The roadmap will be set against four key tests that must be met before new restrictions begin to lift, including infection rates, which scientists have said remain worryingly high.
The chancellor, Rishi Sunak, has backed the more cautious approach, which one government source said was a “trade off” to allow people to see friends and family earlier if parts of the economy remained closed.
“People have not seen their family and friends for months; this is about recognising that,” the source said. “By 29 March it will be the school holidays, so things will switch from kids mixing at schools to them being in their households so that households can start meeting up.
“You would not be able to add any new sectors at that point. At the moment the emphasis is firmly on schools and social contact.”
The prime minister has resisted calls to reopen pub beer gardens from Easter to allow people to socialise outdoors – which will now be pushed back until at least April.

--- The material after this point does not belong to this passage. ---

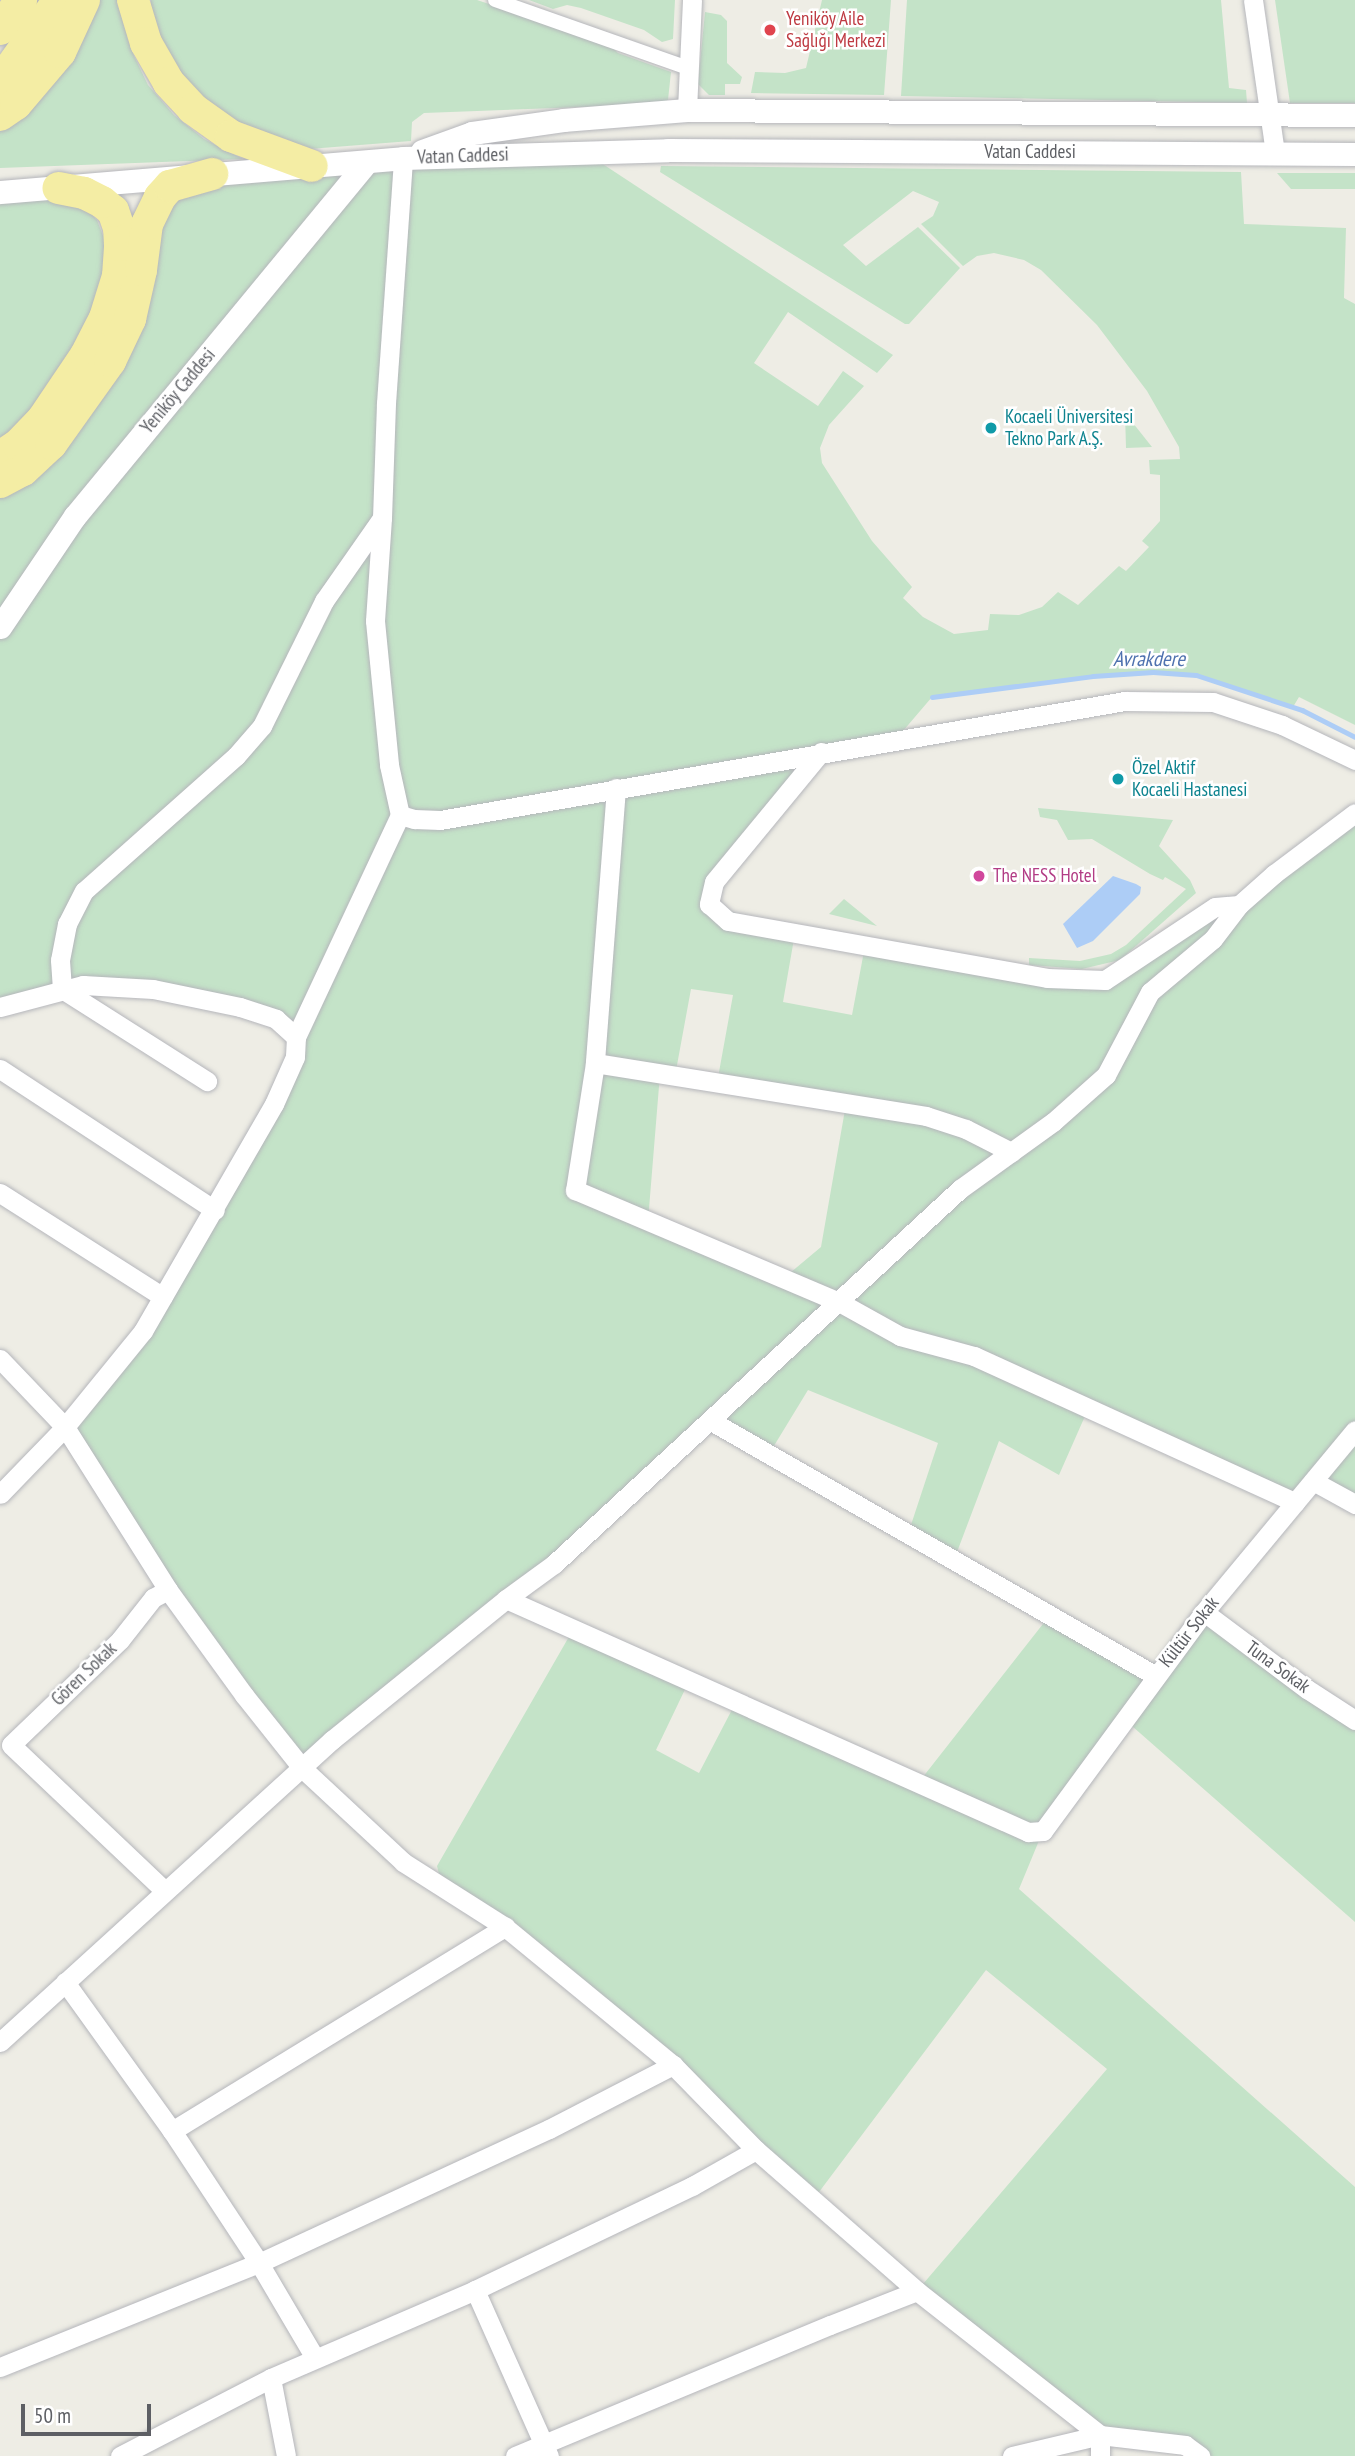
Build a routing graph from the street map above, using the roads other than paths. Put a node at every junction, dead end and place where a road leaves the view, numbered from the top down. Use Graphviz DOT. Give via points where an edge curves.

Johnson will announce that restrictions will begin to lift for the first phase beginning on 8 March, when all schools will reopen, despite major concerns from teaching unions. From that date, care homes will allow restricted visiting and people can socialise outdoors with one other friend or relative – which is not currently permitted. Outdoor school sports and activities will also restart.
As part of the first phase, rules will again relax from 29 March, when schools break up for the Easter holidays. Outdoor gatherings of either six people or two households will be able to take place, and outdoor sports facilities such as tennis or basketball courts will reopen on that date, including organised adult and children’s sports such as grassroots football.
The second stage in April will see reopening of non-essential retail and could include outdoor hospitality, and in May there could be the tentative restarting of sports and music events paired with mass testing.
Government sources said there would be some aspects of lockdown – such as home working and international travel – where there was not expected to be any set time for rules to change. “Much of that is still dependent on factors outside our control,” one source said.